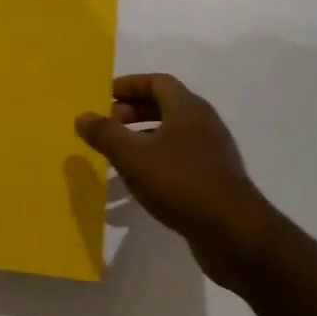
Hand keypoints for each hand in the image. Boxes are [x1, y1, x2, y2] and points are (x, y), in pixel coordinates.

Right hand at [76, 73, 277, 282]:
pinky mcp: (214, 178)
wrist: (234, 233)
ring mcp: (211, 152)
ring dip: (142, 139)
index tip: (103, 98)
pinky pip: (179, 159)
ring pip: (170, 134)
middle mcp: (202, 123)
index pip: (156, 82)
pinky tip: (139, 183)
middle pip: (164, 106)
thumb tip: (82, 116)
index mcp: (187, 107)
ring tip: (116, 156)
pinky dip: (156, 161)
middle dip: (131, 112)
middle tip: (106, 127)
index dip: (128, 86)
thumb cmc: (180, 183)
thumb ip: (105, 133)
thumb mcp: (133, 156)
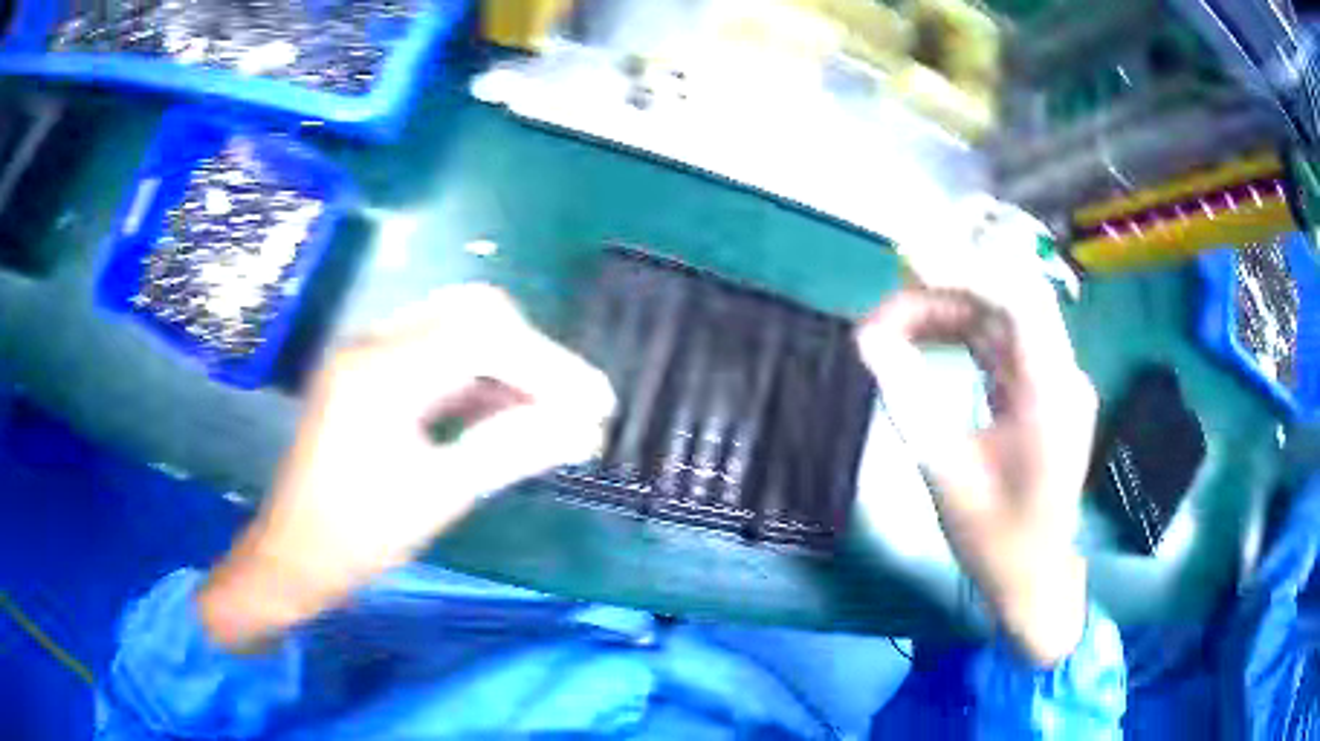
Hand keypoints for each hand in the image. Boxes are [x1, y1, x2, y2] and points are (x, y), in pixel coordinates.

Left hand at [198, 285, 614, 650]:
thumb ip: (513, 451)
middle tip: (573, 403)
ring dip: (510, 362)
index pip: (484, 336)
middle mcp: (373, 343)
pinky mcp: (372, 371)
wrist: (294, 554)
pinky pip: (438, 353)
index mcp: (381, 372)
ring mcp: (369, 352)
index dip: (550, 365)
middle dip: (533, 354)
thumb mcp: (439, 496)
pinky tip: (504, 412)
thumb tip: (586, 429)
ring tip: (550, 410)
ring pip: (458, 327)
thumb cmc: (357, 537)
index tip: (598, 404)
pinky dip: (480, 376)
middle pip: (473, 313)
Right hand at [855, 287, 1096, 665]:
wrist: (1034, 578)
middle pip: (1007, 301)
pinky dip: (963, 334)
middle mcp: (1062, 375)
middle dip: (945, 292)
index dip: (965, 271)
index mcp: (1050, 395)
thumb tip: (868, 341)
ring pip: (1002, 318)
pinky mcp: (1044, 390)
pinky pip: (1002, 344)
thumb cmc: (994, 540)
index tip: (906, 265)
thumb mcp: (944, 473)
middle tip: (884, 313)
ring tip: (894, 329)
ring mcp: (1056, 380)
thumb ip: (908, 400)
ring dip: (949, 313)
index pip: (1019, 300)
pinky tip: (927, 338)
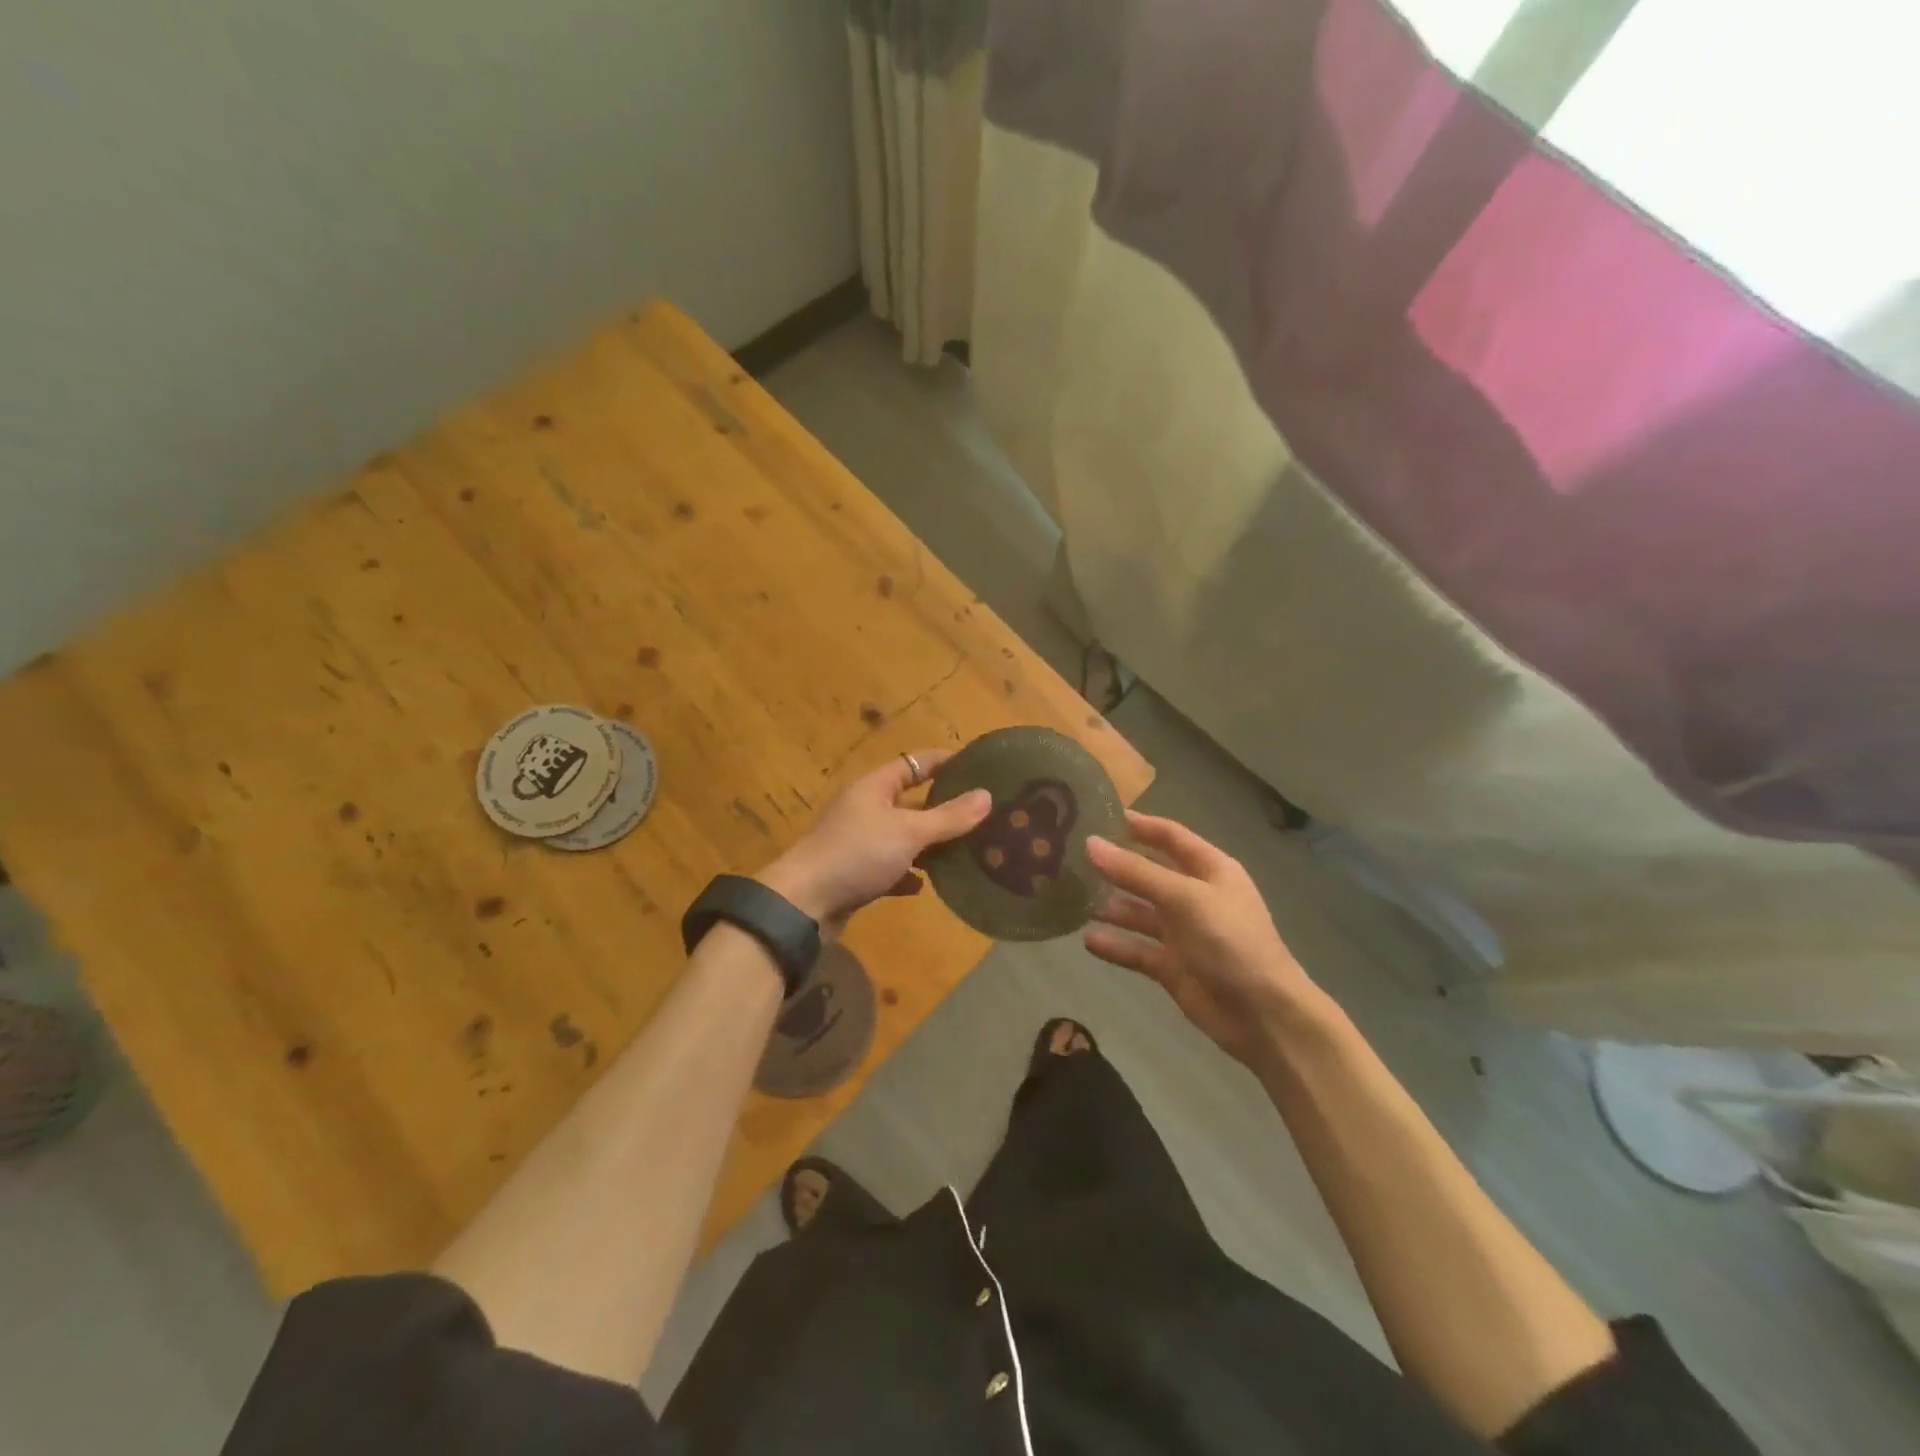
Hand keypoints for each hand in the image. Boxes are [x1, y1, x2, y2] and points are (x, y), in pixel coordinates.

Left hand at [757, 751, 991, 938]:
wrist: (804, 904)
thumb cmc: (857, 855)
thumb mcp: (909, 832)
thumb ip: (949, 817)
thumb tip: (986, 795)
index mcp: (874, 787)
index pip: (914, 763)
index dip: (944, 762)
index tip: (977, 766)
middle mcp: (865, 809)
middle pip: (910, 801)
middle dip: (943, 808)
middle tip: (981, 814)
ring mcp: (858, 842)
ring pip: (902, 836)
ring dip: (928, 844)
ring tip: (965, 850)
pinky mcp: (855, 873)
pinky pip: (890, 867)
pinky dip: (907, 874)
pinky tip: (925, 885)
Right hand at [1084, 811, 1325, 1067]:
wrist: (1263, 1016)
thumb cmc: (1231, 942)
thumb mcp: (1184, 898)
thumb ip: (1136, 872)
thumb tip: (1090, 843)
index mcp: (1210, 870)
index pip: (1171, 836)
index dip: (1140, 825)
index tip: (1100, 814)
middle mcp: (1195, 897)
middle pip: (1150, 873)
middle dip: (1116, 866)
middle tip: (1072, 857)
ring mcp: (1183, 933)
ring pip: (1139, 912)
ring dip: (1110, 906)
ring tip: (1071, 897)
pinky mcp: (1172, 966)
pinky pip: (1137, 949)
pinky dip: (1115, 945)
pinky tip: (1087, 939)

********

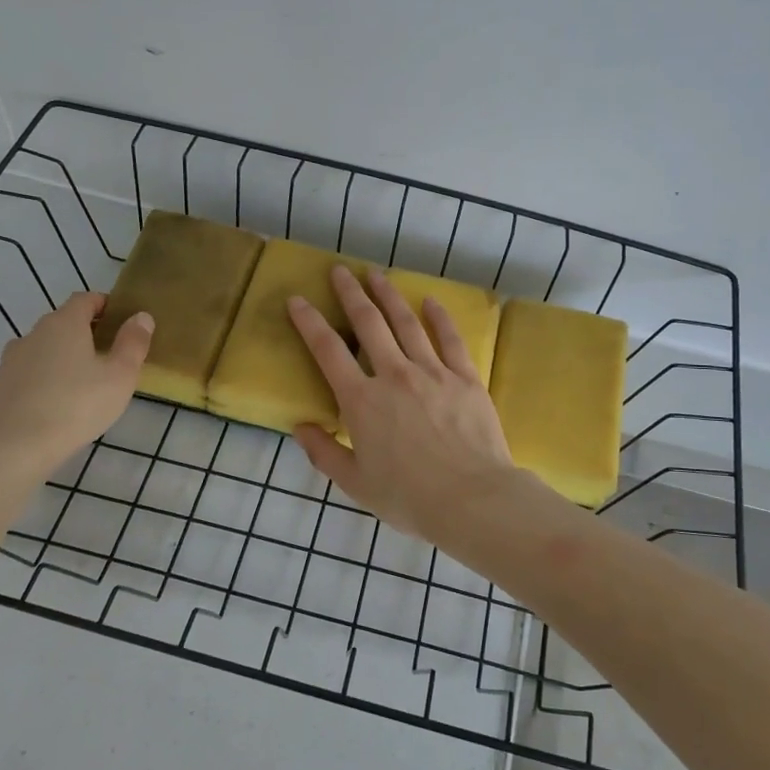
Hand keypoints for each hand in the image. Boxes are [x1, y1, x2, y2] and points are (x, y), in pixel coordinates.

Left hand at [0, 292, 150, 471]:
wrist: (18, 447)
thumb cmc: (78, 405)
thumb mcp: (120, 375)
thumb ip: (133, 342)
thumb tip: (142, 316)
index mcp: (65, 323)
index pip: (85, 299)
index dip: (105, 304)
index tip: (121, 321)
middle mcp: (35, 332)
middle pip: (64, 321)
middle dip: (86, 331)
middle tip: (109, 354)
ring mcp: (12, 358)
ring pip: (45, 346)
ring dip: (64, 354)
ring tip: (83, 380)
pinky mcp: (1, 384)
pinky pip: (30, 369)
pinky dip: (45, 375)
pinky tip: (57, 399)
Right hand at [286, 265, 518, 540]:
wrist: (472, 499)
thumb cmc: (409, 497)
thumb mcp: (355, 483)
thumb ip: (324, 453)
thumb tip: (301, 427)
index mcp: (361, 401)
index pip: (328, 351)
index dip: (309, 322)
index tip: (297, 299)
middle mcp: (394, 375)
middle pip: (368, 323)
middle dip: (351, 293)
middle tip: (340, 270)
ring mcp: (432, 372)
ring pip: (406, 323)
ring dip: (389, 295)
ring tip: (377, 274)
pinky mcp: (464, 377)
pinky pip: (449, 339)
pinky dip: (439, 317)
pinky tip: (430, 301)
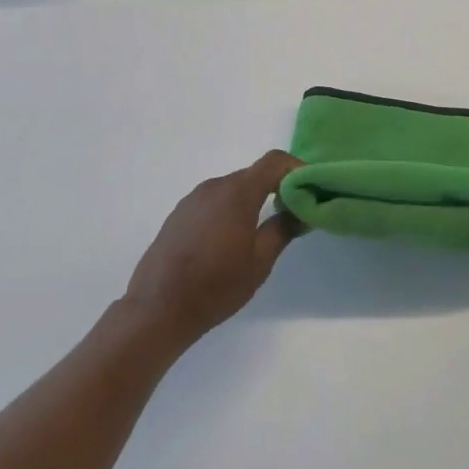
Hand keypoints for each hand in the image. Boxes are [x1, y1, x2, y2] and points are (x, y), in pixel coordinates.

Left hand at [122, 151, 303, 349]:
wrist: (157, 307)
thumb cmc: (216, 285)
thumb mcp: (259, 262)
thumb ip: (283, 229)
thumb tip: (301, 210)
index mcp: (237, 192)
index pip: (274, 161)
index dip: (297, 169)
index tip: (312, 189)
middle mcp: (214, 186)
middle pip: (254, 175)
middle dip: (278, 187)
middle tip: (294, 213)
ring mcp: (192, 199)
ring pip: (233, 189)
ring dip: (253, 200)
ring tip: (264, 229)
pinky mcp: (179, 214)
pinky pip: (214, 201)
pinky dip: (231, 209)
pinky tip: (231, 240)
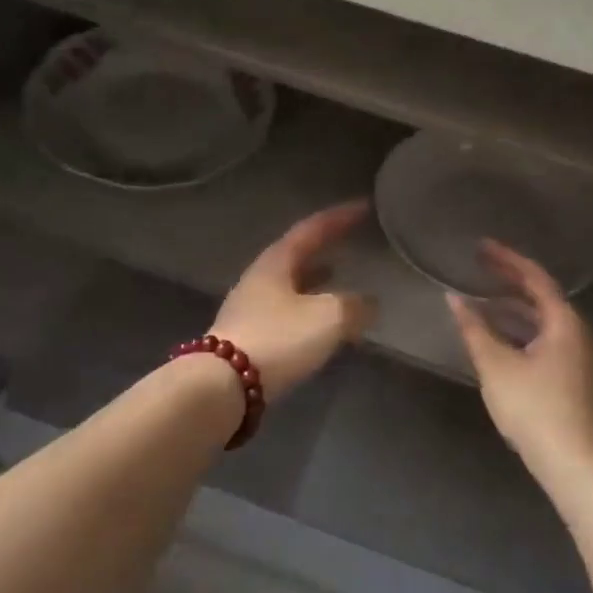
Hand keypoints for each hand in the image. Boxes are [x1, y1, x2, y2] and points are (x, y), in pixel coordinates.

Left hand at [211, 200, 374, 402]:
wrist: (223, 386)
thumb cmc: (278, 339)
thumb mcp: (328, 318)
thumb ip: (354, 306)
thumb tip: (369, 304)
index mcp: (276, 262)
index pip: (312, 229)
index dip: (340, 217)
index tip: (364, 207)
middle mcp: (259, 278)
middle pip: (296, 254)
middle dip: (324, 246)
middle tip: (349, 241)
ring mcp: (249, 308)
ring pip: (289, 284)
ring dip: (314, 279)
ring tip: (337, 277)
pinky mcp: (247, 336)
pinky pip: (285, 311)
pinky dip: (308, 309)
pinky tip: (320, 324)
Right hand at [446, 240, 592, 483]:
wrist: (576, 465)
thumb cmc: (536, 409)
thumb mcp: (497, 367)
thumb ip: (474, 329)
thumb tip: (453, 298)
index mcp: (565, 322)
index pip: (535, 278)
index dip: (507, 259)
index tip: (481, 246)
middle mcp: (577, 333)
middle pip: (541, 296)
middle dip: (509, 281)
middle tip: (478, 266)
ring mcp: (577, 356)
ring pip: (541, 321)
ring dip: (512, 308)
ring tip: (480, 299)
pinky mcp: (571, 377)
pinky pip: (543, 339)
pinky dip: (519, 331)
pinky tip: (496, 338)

********

• _REQUIRED ACTION_
Above are the records; please give again, exactly and in full, only the lines that run from the line with "ring tip: (116, 156)" through the line with "wrist: (294, 554)", with no pictures.

• _SOLUTION BELOW_
ring tip: (116, 156)
pinky dip: (156, 161)
middle dip: (131, 112)
middle tip: (106, 127)
index dip: (128, 86)
thumb cmc: (180, 183)
thumb ip: (105, 133)
thumb mcp: (133, 156)
Hand keypoints for each hand in the image. Boxes are [x1, y1, x2, y2] and points are (x, y), in pixel coordinates.

Left hand at [198, 285, 614, 650]:
thumb ip: (513, 451)
middle tip: (573, 403)
ring dip: (510, 362)
index pip: (484, 336)
middle mcp: (373, 343)
pinky mcp: (372, 371)
wrist: (294, 554)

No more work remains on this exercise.